The first meeting with the people and the extinction of

For the first time the Dodo was influenced by anthropogenic factors in 1598, the year, then appeared the first documentary record about this animal. Dutch sailors landed on Mauritius, probably with the aim to replenish stocks of food and water, and then came upon a strange bird. Despite the fact that several representatives took to Europe for breeding new species of poultry, the population rapidly declined, until in 1664, the year was not diagnosed with a catastrophic reduction in the number of individuals in the natural habitat.

Poultry Dodo ate, and the long absence of any threats on the island has led to the fact that the species is not able to ensure their survival through migration. After almost 100 years since the discovery and documentation of the species of the Dodo bird was recognized as extinct.

Overall, the reasons for the extinction of the Dodo can be described thus:

  • the lack of threat of natural populations and the abundance of food;
  • low public attention to the problem of anthropogenic influence on various species of animals;
  • the inability of representatives of the subfamily to survive in another ecosystem.

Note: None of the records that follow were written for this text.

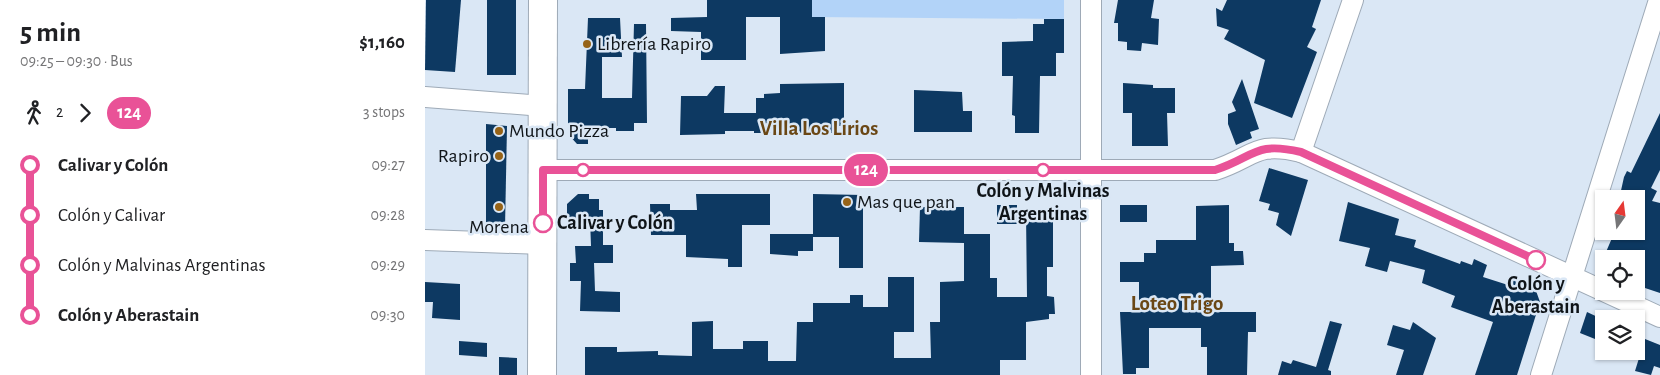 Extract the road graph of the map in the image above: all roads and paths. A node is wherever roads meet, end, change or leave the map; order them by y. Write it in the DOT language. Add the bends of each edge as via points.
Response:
graph roads {
  1 [pos="543,0"];
  2 [pos="1091,0"];
  3 [pos="1353,0"];
  4 [pos="1658,1"];
  5 [pos="425,97"];
  6 [pos="543,106"];
  7 [pos="1301,152"];
  8 [pos="543,170"];
  9 [pos="1091,170"];
  10 [pos="425,240"];
  11 [pos="543,244"];
  12 [pos="1572,276"];
  13 [pos="1660,317"];
  14 [pos="542,375"];
  15 [pos="1091,375"];
  16 [pos="1541,375"];
  1 -- 6 [label="main road"];
  2 -- 9 [label="street"];
  3 -- 7 [label="street"];
  4 -- 12 [label="street"];
  5 -- 6 [label="street"];
  6 -- 8 [label="main road"];
  7 -- 9 [label="street" via="1277,147 1260,149 1215,170"];
  7 -- 12 [label="street"];
  8 -- 9 [label="street"];
  8 -- 11 [label="main road"];
  9 -- 15 [label="street"];
  10 -- 11 [label="street"];
  11 -- 14 [label="main road"];
  12 -- 13 [label="street"];
  12 -- 16 [label="street"];
}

Recent scientific research of the Dodo on Mauritius was carried out in 2006, it was discovered the skeletons and carcasses of destroyed nests, where preserved fossil eggs.

Influence in the community and further the development of society

The extinction of the Dodo was the first serious signal about the devastating human impact that are directed to the public. The fact that less than 100 years human activities have led to the complete destruction of the subfamily of animals, forced to revise a separate legislation for the protection of others located on the border of extinction, candidates in minerals.

Later the Dodo bird on the coat of arms of Mauritius, thus the birthplace of the fossil birds honored the memory of the Dodo. Oxford University still has not left the genetic experiments on the cultivation of the Dodo. Scientists believe that with proper selection of Dodo can be much more profitable target for agriculture than other types of poultry. In addition, the Mauritius Dodo is a symbol of the destructive influence of man on nature.